Rolling pin: Used to flatten the dough balls slightly before baking.
Cooling rack: A wire rack to allow the cookies to cool completely after baking.
Knife: Used to finely chop the dried lavender.
Zester: A tool to zest the lemon for both the dough and the filling.
Juicer: Used to extract the freshly squeezed lemon juice for the filling.
Glass: Used to flatten the dough balls slightly before baking.
Spoon: Used to spread the filling on the flat side of half of the cookies.
How to Save Time on Making These Shortbread Sandwiches
Prepare the filling: Make the filling while the cookies are baking to save time.
Uniform shape: Use a small cookie scoop to ensure all dough balls are the same size.

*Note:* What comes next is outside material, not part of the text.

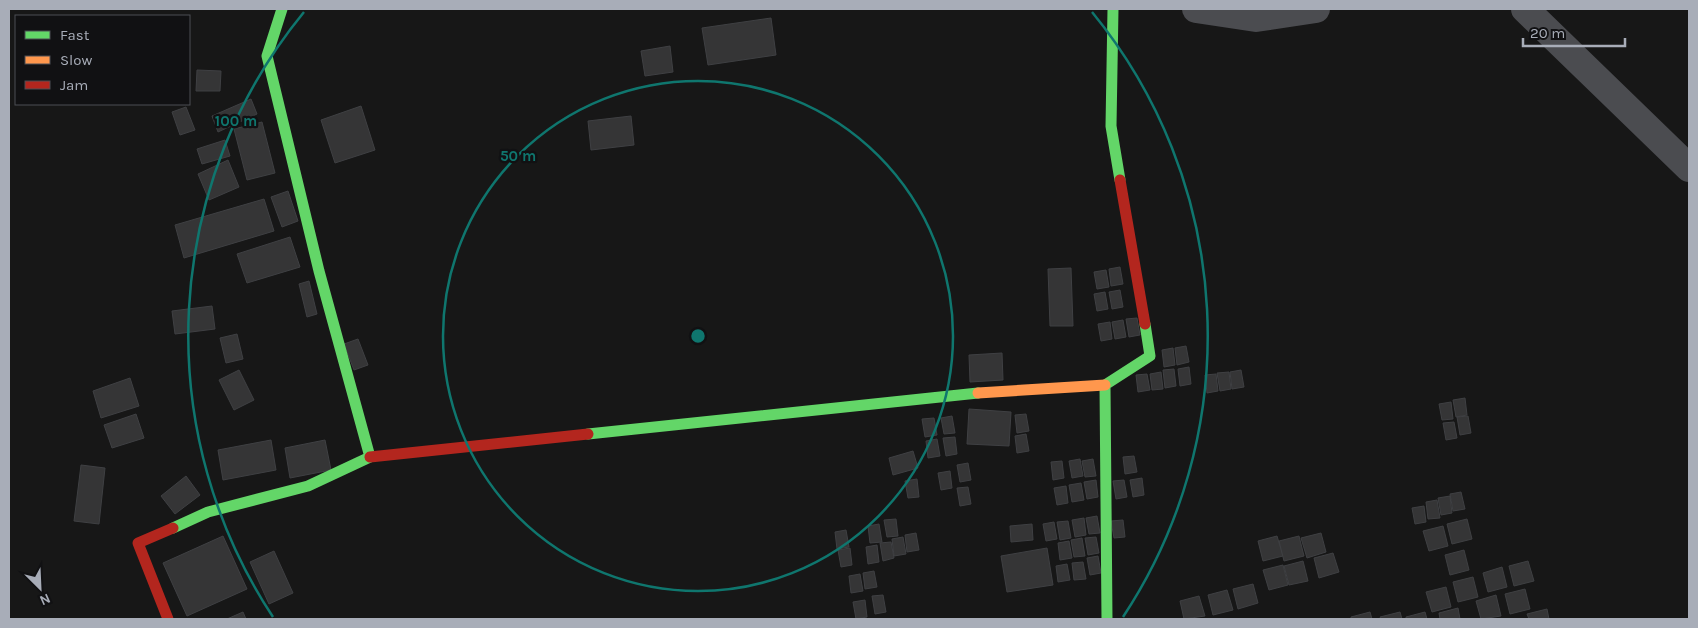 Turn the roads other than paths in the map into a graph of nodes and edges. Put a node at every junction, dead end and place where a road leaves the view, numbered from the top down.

Chill the dough: If the dough is too soft, chill it for 15 minutes to make it easier to handle.
Pre-measure ingredients: Measure all ingredients before starting to streamline the process.
Use a stand mixer: A stand mixer can speed up the creaming and mixing steps.
Lemon Lavender Shortbread Sandwiches
Ingredients
Shortbread
- 1 cup unsalted butter softened
- ½ cup sugar
- 2 cups all-purpose flour
- 1 tablespoon dried lavender finely chopped
- 1 teaspoon lemon zest
Filling
- ½ cup unsalted butter softened
- 1 ½ cups powdered sugar
- 1 tablespoon lemon juice freshly squeezed
- 1 teaspoon lemon zest
Instructions
- Preheat oven to 350°F (175°C). Line a baking sheet with parchment paper.
- In a mixing bowl, cream together the butter and sugar until light and fluffy.
- Gradually add the flour, lavender, and lemon zest. Mix until just combined.
- Roll the dough into 1-inch balls and place them on the prepared baking sheet. Flatten each ball slightly with the bottom of a glass.
- Bake for 12-15 minutes, or until the edges are lightly golden. Transfer to a cooling rack to cool completely.
- For the filling, beat the butter until creamy. Gradually add the powdered sugar, lemon juice, and lemon zest. Beat until smooth.
- Spread the filling on the flat side of half of the cookies. Top with the remaining cookies to form sandwiches.